Le « Papyrus Cotton » constitue donc une source exceptionnelle pour comprendre l’application du droit romain en province. Notamment en Judée, une région marquée par des tensions politiques et sociales. Selon Fritz Mitthof, professeur à l’Université de Vienne, ce document confirme que les procédures judiciaires observées en Égypte, où les gouverneurs romains tenaient des assises régulières et où les jurés locaux participaient aux procès, étaient également en vigueur en Judée. Il illustre la standardisation du droit impérial à travers les provinces orientales. Cela garantissait que les mêmes mécanismes administratifs et judiciaires s’appliquaient de façon homogène dans l’Empire. Anna Dolganov souligne que la structure du procès retranscrit dans le papyrus correspond aux pratiques juridiques romaines connues. Un procureur rédige des notes stratégiques avant l’audience, des preuves sont discutées. Puis l’affaire est traitée dans un cadre institutionnel bien défini.
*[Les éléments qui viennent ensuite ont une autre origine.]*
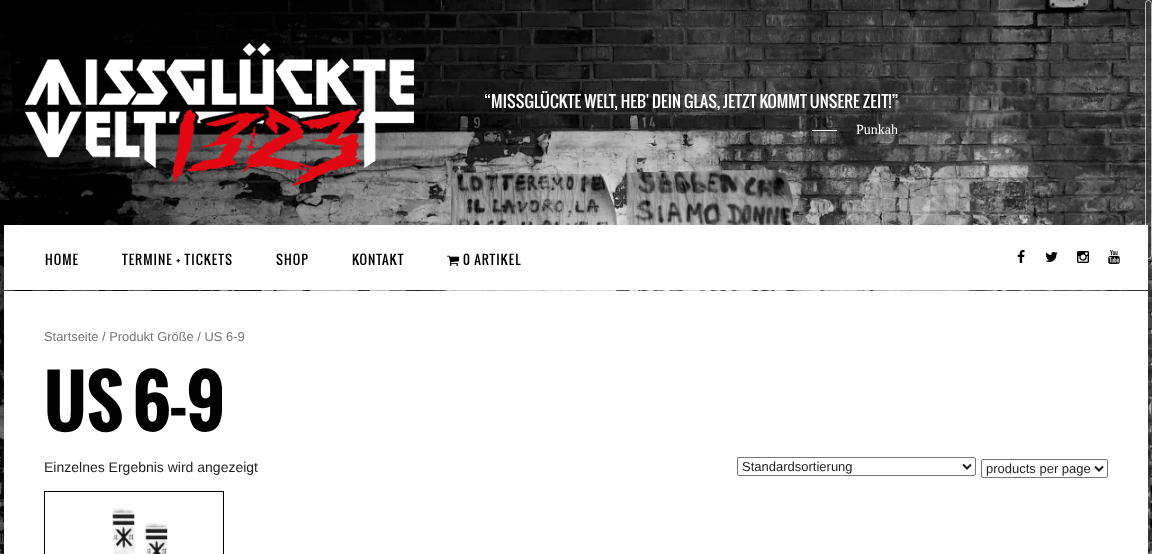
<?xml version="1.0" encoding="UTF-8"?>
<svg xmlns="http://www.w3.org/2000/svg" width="1152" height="554">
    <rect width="100%" height="100%" fill="#FFFFFF"/>
    <image x="0" y="0" width="1152" height="554" href="img_01.png"/>
    <image x="25" y="43" width="389" height="143" href="img_02.png"/>
    <text x="484" y="108" font-family="Oswald" font-size="16" letter-spacing="0.1" fill="#FFFFFF">“MISSGLÜCKTE WELT, HEB' DEIN GLAS, JETZT KOMMT UNSERE ZEIT!”</text>
    <rect x="812" y="130" width="25" height="1" fill="#FFFFFF"/>
    <text x="856" y="134" font-family="Liberation Serif" font-size="14" fill="#FFFFFF">Punkah</text>
    <rect x="1146" y="1" width="5" height="257" rx="2.5" fill="#424242" fill-opacity="0.67"/>
    <rect x="1145.5" y="0.5" width="6" height="258" rx="3" fill="none" stroke="#FFFFFF" stroke-opacity="0.67"/>
    <rect x="4" y="225" width="1144" height="65" fill="#FFFFFF"/>
    <text x="45" y="265" font-family="Oswald" font-size="13" letter-spacing="1" fill="#010101">HOME</text>
    <text x="122" y="265" font-family="Oswald" font-size="13" letter-spacing="1" fill="#010101">TERMINE + TICKETS</text>
    <text x="276" y="265" font-family="Oswald" font-size="13" letter-spacing="1" fill="#010101">SHOP</text>
    <text x="352" y="265" font-family="Oswald" font-size="13" letter-spacing="1" fill="#010101">KONTAKT</text>
    <image x="447" y="255" width="13" height="11" href="img_03.png"/>
    <text x="463" y="265" font-family="Oswald" font-size="13" letter-spacing="1" fill="#010101">0 ARTIKEL</text>
    <image x="1017" y="250" width="8" height="13" href="img_04.png"/>
    <image x="1045" y="252" width="13" height="10" href="img_05.png"/>
    <image x="1077" y="251" width="12" height="12" href="img_06.png"/>
    <image x="1108" y="250" width="12" height="14" href="img_07.png"/>
    <rect x="4" y="291" width="1144" height="263" fill="#FFFFFF"/>
    <text x="44" y="341" font-family="Liberation Sans" font-size="12.9" fill="#767676">Startseite / Produkt Größe / US 6-9</text>
    <text x="44" y="431" font-family="Oswald" font-size="70" font-weight="700" fill="#010101">US 6-9</text>
    <text x="44" y="472" font-family="Liberation Sans" font-size="14" fill="#1F1F1F">Einzelnes Ergebnis wird angezeigt</text>
    <rect x="737.5" y="457.5" width="238" height="18" rx="1.5" fill="none" stroke="#767676"/>
    <path d="M 963 464.5 L 967 468.5 L 971 464.5" fill="none" stroke="#1F1F1F" stroke-width="2"/>
    <text x="742" y="471" font-family="Liberation Sans" font-size="13" fill="#1F1F1F">Standardsortierung</text>
    <rect x="981.5" y="459.5" width="126" height="18" rx="1.5" fill="none" stroke="#767676"/>
    <path d="M 1095 466.5 L 1099 470.5 L 1103 466.5" fill="none" stroke="#1F1F1F" stroke-width="2"/>
    <text x="986" y="473" font-family="Liberation Sans" font-size="13" fill="#1F1F1F">products per page</text>
    <rect x="44.5" y="491.5" width="179" height="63" fill="none" stroke="#000000"/>
    <image x="112" y="508" width="57" height="46" href="img_08.png"/>
</svg>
L’un des aspects les plus marquants du papyrus est l’importance accordée au contrôle fiscal, un pilier de la gestion romaine des provinces. Rome surveillait de près les transactions privées, en particulier celles concernant les esclaves. Effectivement, elles représentaient une source de revenus significative grâce aux taxes imposées sur leur vente et leur émancipation. « L’Empire ne tolérait aucune perte de revenus, surtout dans une province aussi instable que la Judée », explique Avner Ecker. L’affaire de Gadalias et Saulos montre à quel point les autorités romaines considéraient la fraude fiscale comme une menace sérieuse, justifiant une intervention judiciaire rapide et des sanctions exemplaires.

Étudié par des chercheurs de l’Académie autrichienne des sciences, de l’Université de Vienne et de l’Université hébraïque de Jérusalem, ce texte offre le compte-rendu détaillé d’un procès impliquant deux accusés juifs poursuivis pour fraude fiscale et falsification de documents. Un rare instantané des méthodes administratives de Rome dans une province en crise.